The answer must be an exact copy of every entry, with no pictures in it.

─── Supplied records ───

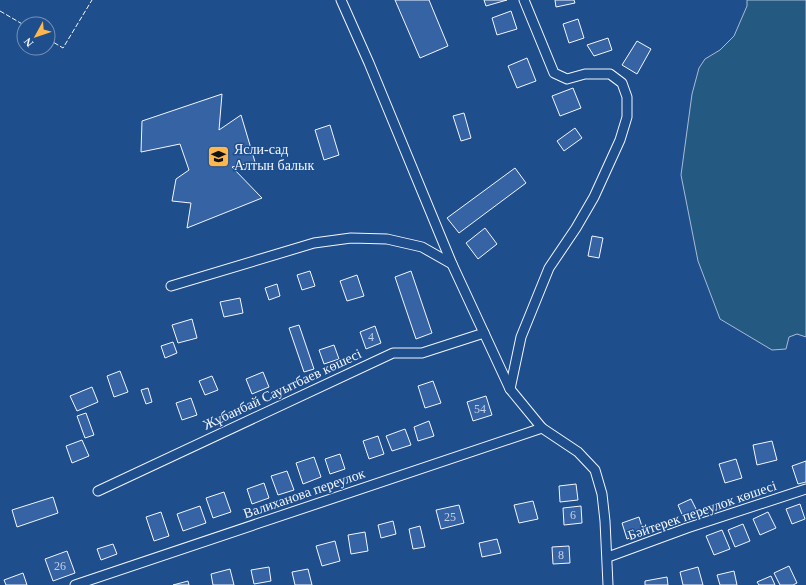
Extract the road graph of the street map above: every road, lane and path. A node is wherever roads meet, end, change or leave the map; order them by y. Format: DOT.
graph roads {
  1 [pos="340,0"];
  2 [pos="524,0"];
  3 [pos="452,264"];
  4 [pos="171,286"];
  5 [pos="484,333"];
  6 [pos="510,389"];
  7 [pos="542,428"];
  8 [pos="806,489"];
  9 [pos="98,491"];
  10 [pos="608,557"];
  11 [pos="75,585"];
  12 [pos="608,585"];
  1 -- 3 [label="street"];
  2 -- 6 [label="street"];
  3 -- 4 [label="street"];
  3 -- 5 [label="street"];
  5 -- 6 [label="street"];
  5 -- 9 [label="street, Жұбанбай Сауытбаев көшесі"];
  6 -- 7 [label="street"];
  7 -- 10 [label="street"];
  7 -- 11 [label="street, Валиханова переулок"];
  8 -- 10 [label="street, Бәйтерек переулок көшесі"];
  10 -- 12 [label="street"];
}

───

◆ Result for this exercise
Extract the road graph of the street map above: every road, lane and path. A node is wherever roads meet, end, change or leave the map; order them by y. Format: DOT.
graph roads {
  1 [pos="340,0"];
  2 [pos="524,0"];
  3 [pos="452,264"];
  4 [pos="171,286"];
  5 [pos="484,333"];
  6 [pos="510,389"];
  7 [pos="542,428"];
  8 [pos="806,489"];
  9 [pos="98,491"];
  10 [pos="608,557"];
  11 [pos="75,585"];
  12 [pos="608,585"];
  1 -- 3 [label="street"];
  2 -- 6 [label="street"];
  3 -- 4 [label="street"];
  3 -- 5 [label="street"];
  5 -- 6 [label="street"];
  5 -- 9 [label="street, Жұбанбай Сауытбаев көшесі"];
  6 -- 7 [label="street"];
  7 -- 10 [label="street"];
  7 -- 11 [label="street, Валиханова переулок"];
  8 -- 10 [label="street, Бәйтерек переулок көшесі"];
  10 -- 12 [label="street"];
}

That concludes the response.